[<prev] [next>] [<thread-prev] [thread-next>] [day] [month] [year] [list]
Message-ID: <8265fa8e-3de1-444e-8f58-ec60c79d6a9c@oracle.com>
Date: Tue, 5 Mar 2024 14:59:11 -0800
From: Manjunath Patil <manjunath.b.patil@...cle.com>
To: Leon Romanovsky <leon@...nel.org>
Cc: dledford@...hat.com, jgg@...pe.ca, linux-rdma@...r.kernel.org,
linux-kernel@...r.kernel.org, rama.nichanamatlu@...cle.com
Subject: Re: [PATCH RFC] RDMA/cm: add timeout to cm_destroy_id wait
On 3/3/24 1:58 AM, Leon Romanovsky wrote:
> On Tue, Feb 27, 2024 at 12:00:17PM -0800, Manjunath Patil wrote:
>> Add timeout to cm_destroy_id, so that userspace can trigger any data
>> collection that would help in analyzing the cause of delay in destroying
>> the cm_id.
>
> Why doesn't rdmatool resource cm_id dump help to see stalled cm_ids?
Wouldn't this require us to know cm_id before hand?
I am unfamiliar with rdmatool. Can you explain how I use it to detect a stalled connection?
I wouldn't know cm_id before hand to track it to see if that is stalled.
My intention is to have a script monitor for stalled connections[Ex: one of my connections was stuck in destroying it's cm_id] and trigger things like firmware dumps, enable more logging in related modules, crash node if this takes longer than few minutes etc.
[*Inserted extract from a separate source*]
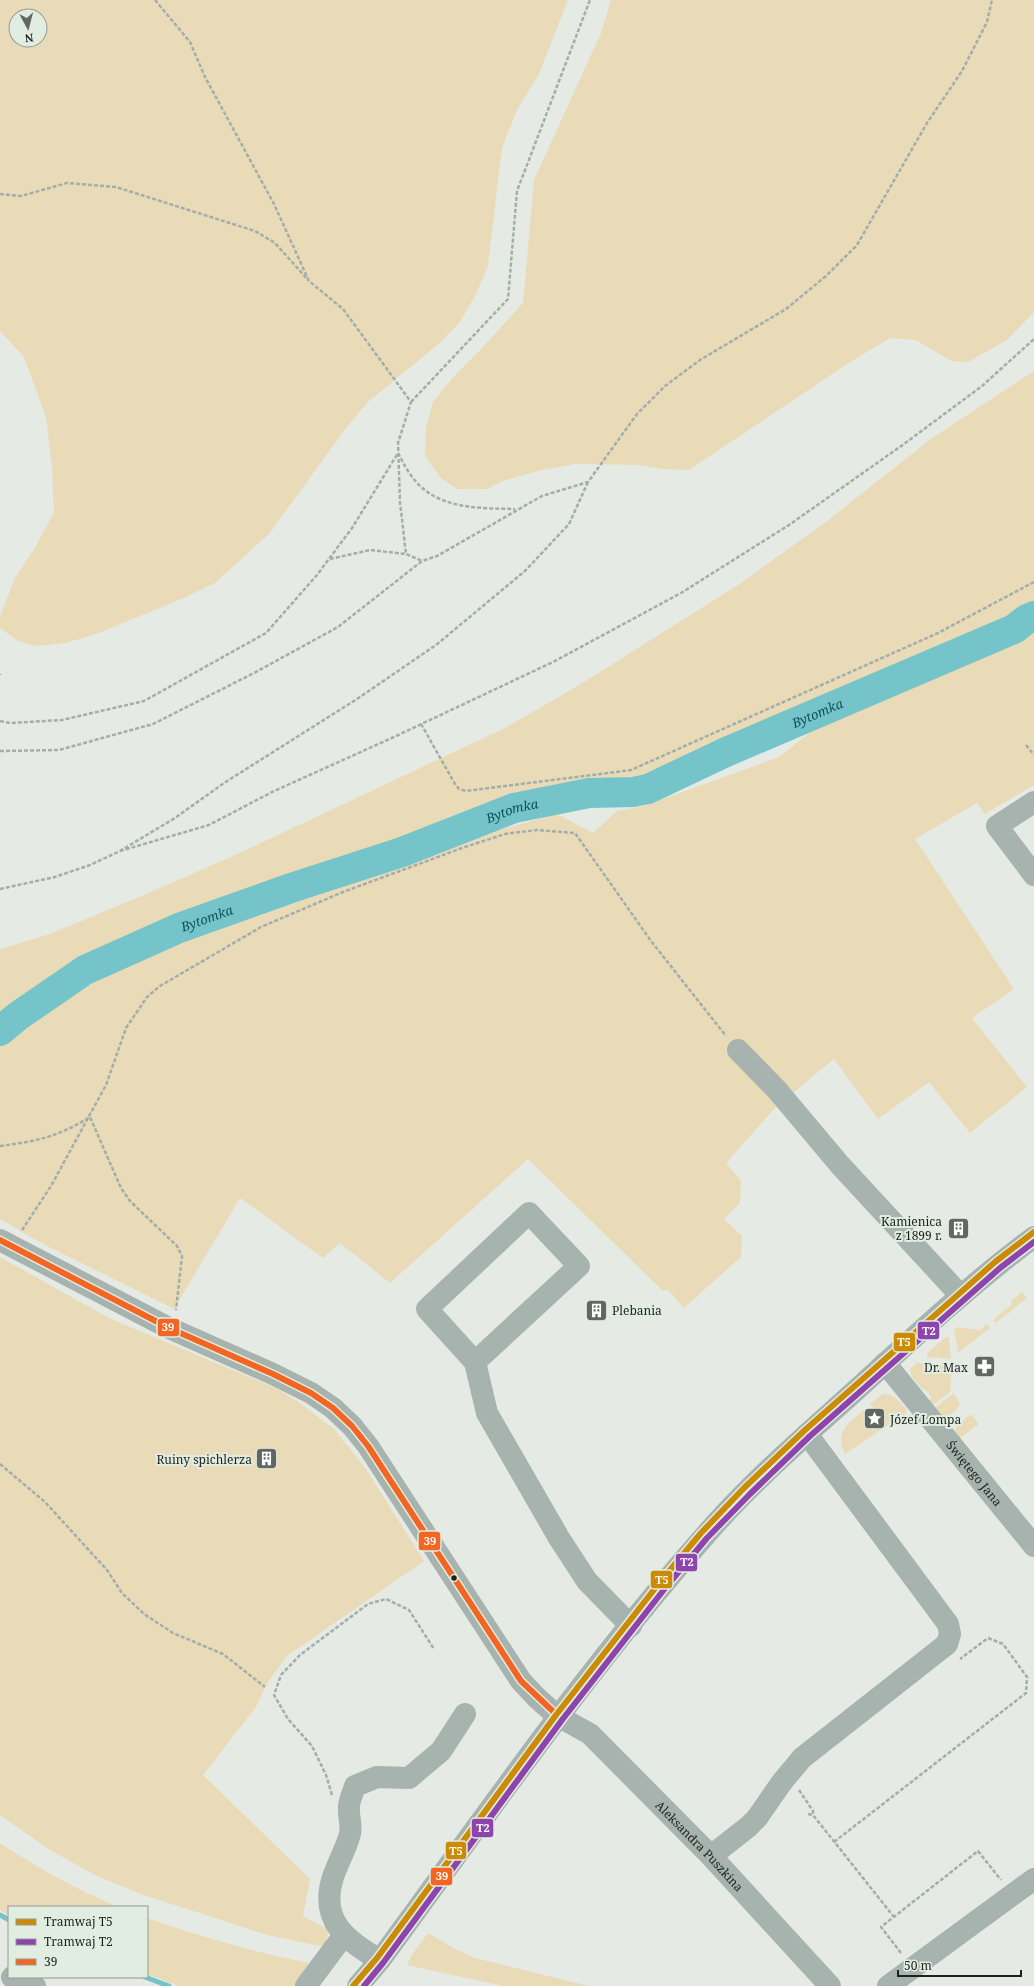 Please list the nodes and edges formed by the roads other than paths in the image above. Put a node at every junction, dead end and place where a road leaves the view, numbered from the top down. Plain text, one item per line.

The current logic is to, have this timeout trigger a function(which is traceable with ebpf/dtrace) in error path, if more than expected time is spent is destroying the cm_id.
-Thank you,
Manjunath
>
> Thanks
>
>>
>> New noinline function helps dtrace/ebpf programs to hook on to it.
>> Existing functionality isn't changed except triggering a probe-able new
>> function at every timeout interval.
>>
>> We have seen cases where CM messages stuck with MAD layer (either due to
>> software bug or faulty HCA), leading to cm_id getting stuck in the
>> following call stack. This patch helps in resolving such issues faster.
>>
>> kernel: ... INFO: task XXXX:56778 blocked for more than 120 seconds.
>> ...
>> Call Trace:
>> __schedule+0x2bc/0x895
>> schedule+0x36/0x7c
>> schedule_timeout+0x1f6/0x31f
>> ? __slab_free+0x19c/0x2ba
>> wait_for_completion+0x12b/0x18a
>> ? wake_up_q+0x80/0x73
>> cm_destroy_id+0x345/0x610 [ib_cm]
>> ib_destroy_cm_id+0x10/0x20 [ib_cm]
>> rdma_destroy_id+0xa8/0x300 [rdma_cm]
>> ucma_destroy_id+0x13e/0x190 [rdma_ucm]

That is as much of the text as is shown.